Action item>
Read through the listing below and copy each line in which the word "West" occurs.

Supplied material>
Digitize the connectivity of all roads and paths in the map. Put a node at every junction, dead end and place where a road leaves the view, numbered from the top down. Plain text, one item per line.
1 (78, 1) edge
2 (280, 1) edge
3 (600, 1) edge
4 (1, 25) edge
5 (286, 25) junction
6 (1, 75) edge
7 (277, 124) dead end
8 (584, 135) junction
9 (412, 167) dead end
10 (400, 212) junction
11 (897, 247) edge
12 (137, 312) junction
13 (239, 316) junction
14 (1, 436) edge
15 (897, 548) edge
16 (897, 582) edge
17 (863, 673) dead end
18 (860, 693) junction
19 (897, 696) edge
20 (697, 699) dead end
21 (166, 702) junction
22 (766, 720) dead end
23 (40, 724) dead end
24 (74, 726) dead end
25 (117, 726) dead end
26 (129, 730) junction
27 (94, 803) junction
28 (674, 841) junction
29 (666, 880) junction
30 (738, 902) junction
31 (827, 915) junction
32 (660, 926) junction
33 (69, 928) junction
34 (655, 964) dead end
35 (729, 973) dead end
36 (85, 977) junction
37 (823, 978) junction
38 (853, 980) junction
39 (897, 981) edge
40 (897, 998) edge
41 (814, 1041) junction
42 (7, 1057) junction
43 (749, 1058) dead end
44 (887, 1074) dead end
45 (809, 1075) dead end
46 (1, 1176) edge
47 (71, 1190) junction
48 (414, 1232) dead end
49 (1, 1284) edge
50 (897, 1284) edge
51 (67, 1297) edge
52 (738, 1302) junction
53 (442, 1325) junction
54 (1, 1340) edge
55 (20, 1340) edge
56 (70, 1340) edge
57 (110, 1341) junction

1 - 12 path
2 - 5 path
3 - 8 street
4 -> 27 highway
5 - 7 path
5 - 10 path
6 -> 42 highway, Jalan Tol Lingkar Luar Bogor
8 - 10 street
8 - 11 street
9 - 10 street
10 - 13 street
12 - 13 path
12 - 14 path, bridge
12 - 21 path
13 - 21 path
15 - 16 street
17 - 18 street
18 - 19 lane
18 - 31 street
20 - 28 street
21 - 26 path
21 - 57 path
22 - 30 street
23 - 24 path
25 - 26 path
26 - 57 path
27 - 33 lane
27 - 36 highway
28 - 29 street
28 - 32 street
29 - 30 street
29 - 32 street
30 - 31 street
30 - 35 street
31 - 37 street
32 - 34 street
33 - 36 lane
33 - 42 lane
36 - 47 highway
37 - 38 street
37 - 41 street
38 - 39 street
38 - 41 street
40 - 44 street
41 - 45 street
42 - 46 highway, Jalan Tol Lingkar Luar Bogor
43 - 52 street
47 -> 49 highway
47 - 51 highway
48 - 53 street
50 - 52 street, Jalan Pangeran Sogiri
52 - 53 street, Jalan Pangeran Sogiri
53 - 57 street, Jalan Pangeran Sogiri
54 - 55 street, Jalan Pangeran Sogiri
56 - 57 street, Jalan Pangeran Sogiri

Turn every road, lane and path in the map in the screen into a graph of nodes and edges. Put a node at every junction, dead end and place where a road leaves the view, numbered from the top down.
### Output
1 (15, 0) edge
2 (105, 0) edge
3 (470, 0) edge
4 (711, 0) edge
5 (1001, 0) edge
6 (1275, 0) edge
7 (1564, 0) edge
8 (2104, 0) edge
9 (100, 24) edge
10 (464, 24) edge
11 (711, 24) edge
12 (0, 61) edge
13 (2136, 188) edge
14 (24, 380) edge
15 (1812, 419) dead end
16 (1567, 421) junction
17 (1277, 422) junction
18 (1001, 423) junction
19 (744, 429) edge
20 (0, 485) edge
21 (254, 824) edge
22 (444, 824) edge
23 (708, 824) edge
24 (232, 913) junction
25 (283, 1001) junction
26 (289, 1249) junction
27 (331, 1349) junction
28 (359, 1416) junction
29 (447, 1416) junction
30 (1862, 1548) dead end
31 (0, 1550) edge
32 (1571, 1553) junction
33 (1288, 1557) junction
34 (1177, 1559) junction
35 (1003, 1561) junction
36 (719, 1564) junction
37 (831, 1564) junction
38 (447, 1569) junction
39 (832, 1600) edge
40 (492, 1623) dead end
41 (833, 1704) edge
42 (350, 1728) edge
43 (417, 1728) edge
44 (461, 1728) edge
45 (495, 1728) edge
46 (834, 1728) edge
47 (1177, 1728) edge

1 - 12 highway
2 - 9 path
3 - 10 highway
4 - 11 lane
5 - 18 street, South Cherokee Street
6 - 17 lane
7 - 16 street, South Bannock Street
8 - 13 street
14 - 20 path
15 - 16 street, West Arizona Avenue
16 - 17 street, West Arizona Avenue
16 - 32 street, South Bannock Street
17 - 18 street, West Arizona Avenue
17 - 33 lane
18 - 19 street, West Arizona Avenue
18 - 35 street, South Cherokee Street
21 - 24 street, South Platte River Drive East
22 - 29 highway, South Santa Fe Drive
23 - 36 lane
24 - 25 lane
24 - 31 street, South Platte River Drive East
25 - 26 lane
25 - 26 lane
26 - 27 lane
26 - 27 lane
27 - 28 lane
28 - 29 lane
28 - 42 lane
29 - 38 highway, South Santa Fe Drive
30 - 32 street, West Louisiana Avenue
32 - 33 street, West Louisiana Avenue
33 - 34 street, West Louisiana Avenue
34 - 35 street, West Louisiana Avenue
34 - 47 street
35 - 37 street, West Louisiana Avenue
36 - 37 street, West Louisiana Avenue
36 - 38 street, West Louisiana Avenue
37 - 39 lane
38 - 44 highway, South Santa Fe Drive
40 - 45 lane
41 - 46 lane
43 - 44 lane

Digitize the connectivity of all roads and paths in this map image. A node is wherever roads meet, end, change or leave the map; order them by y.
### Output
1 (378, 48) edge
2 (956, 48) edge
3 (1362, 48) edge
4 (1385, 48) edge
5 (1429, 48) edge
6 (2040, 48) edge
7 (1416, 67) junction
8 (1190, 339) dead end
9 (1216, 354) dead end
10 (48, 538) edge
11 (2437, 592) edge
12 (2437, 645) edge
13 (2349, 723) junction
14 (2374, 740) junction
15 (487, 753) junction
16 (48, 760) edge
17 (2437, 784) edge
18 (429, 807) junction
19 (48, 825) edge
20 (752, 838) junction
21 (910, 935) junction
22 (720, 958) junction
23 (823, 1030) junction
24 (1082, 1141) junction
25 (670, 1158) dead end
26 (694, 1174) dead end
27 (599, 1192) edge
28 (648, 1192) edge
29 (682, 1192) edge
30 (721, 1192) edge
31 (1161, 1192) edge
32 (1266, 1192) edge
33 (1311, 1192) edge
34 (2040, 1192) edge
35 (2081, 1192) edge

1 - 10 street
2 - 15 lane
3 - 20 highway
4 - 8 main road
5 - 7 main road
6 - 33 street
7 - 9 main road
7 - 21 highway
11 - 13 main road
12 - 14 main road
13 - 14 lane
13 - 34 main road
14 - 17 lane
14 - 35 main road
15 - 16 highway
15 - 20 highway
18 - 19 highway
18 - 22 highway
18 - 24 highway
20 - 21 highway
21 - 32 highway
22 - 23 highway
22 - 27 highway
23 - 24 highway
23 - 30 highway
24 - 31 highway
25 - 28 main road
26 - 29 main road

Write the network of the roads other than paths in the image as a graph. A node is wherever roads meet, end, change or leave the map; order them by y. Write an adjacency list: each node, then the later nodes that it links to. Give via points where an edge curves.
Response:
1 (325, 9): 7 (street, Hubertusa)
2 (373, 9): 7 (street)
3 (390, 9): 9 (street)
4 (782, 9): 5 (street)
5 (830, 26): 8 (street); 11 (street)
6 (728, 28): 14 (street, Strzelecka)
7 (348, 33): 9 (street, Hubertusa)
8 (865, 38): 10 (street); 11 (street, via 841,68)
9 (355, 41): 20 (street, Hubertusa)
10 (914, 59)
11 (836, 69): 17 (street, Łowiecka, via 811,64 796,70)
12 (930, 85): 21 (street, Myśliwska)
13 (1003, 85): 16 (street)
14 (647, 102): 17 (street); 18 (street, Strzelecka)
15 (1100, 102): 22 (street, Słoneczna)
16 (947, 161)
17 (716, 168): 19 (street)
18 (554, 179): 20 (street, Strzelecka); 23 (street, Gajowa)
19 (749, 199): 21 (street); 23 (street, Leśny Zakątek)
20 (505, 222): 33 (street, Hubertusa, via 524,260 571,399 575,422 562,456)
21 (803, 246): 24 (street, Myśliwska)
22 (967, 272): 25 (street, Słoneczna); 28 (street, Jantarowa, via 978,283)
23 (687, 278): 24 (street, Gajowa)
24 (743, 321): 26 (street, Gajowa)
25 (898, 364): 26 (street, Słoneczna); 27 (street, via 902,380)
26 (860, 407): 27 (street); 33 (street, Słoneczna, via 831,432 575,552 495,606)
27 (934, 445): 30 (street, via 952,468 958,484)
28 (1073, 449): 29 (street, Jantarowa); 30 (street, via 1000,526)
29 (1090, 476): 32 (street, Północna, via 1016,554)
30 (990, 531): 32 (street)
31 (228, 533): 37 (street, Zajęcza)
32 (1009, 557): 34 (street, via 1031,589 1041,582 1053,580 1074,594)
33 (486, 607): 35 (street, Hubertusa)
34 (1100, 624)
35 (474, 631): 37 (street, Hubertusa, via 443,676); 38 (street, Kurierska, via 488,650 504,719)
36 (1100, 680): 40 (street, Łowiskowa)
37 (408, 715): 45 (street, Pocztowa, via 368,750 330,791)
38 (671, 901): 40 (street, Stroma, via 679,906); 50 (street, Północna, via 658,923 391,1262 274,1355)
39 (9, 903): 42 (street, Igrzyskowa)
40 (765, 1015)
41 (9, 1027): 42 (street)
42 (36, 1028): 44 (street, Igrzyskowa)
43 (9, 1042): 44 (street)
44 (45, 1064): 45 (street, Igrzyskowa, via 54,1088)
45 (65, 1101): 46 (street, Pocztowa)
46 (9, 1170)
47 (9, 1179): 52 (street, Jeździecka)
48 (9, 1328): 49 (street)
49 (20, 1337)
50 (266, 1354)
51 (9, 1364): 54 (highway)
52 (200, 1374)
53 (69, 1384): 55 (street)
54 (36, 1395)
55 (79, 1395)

Finished task>
15 - 16 street, West Arizona Avenue
16 - 17 street, West Arizona Avenue
17 - 18 street, West Arizona Avenue
18 - 19 street, West Arizona Avenue
30 - 32 street, West Louisiana Avenue
32 - 33 street, West Louisiana Avenue
33 - 34 street, West Louisiana Avenue
34 - 35 street, West Louisiana Avenue
35 - 37 street, West Louisiana Avenue
36 - 37 street, West Louisiana Avenue
36 - 38 street, West Louisiana Avenue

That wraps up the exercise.